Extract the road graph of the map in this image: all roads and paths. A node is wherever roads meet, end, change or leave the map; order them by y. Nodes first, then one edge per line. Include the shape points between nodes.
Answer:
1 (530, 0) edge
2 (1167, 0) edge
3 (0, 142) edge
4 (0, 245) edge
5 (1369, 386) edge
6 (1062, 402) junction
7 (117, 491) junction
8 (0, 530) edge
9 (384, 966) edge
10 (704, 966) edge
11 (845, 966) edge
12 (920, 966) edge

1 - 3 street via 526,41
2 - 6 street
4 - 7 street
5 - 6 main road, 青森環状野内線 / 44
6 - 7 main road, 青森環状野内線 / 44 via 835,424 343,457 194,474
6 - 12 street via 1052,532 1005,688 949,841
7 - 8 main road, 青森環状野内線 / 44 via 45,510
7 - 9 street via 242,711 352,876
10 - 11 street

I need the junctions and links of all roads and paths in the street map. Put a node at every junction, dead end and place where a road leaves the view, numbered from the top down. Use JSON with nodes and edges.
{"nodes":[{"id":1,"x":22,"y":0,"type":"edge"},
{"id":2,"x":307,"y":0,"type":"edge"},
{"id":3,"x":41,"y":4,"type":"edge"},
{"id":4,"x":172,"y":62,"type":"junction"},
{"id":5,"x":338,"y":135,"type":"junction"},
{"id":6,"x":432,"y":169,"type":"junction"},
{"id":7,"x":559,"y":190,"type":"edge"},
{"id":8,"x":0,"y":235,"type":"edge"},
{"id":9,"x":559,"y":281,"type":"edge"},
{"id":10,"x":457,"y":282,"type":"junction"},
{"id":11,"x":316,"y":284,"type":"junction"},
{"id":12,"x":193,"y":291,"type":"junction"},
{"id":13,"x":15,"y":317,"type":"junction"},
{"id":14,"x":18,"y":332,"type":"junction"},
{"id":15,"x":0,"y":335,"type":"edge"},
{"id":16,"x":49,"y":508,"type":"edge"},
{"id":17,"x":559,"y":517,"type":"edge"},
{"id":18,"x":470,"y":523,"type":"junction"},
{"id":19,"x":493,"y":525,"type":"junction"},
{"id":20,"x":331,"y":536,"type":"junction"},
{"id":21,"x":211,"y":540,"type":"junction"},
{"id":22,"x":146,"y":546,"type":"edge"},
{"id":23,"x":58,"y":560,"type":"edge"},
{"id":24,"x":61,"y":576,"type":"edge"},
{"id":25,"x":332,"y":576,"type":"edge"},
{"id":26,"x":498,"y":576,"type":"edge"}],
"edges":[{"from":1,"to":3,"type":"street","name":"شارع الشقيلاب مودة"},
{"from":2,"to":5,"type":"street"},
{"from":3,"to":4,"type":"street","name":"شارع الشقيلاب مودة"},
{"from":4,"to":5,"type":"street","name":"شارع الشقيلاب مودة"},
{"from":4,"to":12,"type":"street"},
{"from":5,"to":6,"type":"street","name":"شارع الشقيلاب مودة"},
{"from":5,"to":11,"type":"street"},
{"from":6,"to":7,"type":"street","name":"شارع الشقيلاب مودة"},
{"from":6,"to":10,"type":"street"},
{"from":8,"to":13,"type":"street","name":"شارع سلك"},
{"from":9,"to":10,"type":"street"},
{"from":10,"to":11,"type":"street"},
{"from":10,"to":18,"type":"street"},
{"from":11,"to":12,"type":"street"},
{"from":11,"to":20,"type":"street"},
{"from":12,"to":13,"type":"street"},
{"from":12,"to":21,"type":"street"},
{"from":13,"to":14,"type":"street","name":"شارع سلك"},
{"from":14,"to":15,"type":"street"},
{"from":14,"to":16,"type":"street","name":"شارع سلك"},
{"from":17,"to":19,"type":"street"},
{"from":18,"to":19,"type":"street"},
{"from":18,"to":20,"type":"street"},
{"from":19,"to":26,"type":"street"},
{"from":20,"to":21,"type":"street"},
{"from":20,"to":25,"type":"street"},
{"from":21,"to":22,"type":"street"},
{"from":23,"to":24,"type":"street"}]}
----------
--- Problem statement ---
Reproduce the data shown above with every line intact.

--- Answer space ---
Extract the road graph of the map in this image: all roads and paths. A node is wherever roads meet, end, change or leave the map; order them by y. Nodes first, then one edge per line. Include the shape points between nodes.
Answer:
1 (530, 0) edge
2 (1167, 0) edge
3 (0, 142) edge
4 (0, 245) edge
5 (1369, 386) edge
6 (1062, 402) junction
7 (117, 491) junction
8 (0, 530) edge
9 (384, 966) edge
10 (704, 966) edge
11 (845, 966) edge
12 (920, 966) edge

1 - 3 street via 526,41
2 - 6 street
4 - 7 street
5 - 6 main road, 青森環状野内線 / 44
6 - 7 main road, 青森環状野内線 / 44 via 835,424 343,457 194,474
6 - 12 street via 1052,532 1005,688 949,841
7 - 8 main road, 青森環状野内線 / 44 via 45,510
7 - 9 street via 242,711 352,876
10 - 11 street

I need the junctions and links of all roads and paths in the street map. Put a node at every junction, dead end and place where a road leaves the view, numbered from the top down. Use JSON with nodes and edges.
{"nodes":[{"id":1,"x":22,"y":0,"type":"edge"},
{"id":2,"x":307,"y":0,"type":"edge"},
{"id":3,"x":41,"y":4,"type":"edge"},
{"id":4,"x":172,"y":62,"type":"junction"},
{"id":5,"x":338,"y":135,"type":"junction"},
{"id":6,"x":432,"y":169,"type":"junction"},
{"id":7,"x":559,"y":190,"type":"edge"},
{"id":8,"x":0,"y":235,"type":"edge"},
{"id":9,"x":559,"y":281,"type":"edge"},
{"id":10,"x":457,"y":282,"type":"junction"},
{"id":11,"x":316,"y":284,"type":"junction"},
{"id":12,"x":193,"y":291,"type":"junction"},
{"id":13,"x":15,"y":317,"type":"junction"},
{"id":14,"x":18,"y":332,"type":"junction"},
{"id":15,"x":0,"y":335,"type":"edge"},
{"id":16,"x":49,"y":508,"type":"edge"},
{"id":17,"x":559,"y":517,"type":"edge"},
{"id":18,"x":470,"y":523,"type":"junction"},
{"id":19,"x":493,"y":525,"type":"junction"},
{"id":20,"x":331,"y":536,"type":"junction"},
{"id":21,"x":211,"y":540,"type":"junction"},
{"id":22,"x":146,"y":546,"type":"edge"},
{"id":23,"x":58,"y":560,"type":"edge"},
{"id":24,"x":61,"y":576,"type":"edge"},
{"id":25,"x":332,"y":576,"type":"edge"},
{"id":26,"x":498,"y":576,"type":"edge"}],
"edges":[{"from":1,"to":3,"type":"street","name":"شارع الشقيلاب مودة"},
{"from":2,"to":5,"type":"street"},
{"from":3,"to":4,"type":"street","name":"شارع الشقيلاب مودة"},
{"from":4,"to":5,"type":"street","name":"شارع الشقيلاب مودة"},
{"from":4,"to":12,"type":"street"},
{"from":5,"to":6,"type":"street","name":"شارع الشقيلاب مودة"},
{"from":5,"to":11,"type":"street"},
{"from":6,"to":7,"type":"street","name":"شارع الشقيلاب مودة"},
{"from":6,"to":10,"type":"street"},
{"from":8,"to":13,"type":"street","name":"شارع سلك"},
{"from":9,"to":10,"type":"street"},
{"from":10,"to":11,"type":"street"},
{"from":10,"to":18,"type":"street"},
{"from":11,"to":12,"type":"street"},
{"from":11,"to":20,"type":"street"},
{"from":12,"to":13,"type":"street"},
{"from":12,"to":21,"type":"street"},
{"from":13,"to":14,"type":"street","name":"شارع سلك"},
{"from":14,"to":15,"type":"street"},
{"from":14,"to":16,"type":"street","name":"شارع سلك"},
{"from":17,"to":19,"type":"street"},
{"from":18,"to":19,"type":"street"},
{"from":18,"to":20,"type":"street"},
{"from":19,"to":26,"type":"street"},
{"from":20,"to":21,"type":"street"},
{"from":20,"to":25,"type":"street"},
{"from":21,"to":22,"type":"street"},
{"from":23,"to":24,"type":"street"}]}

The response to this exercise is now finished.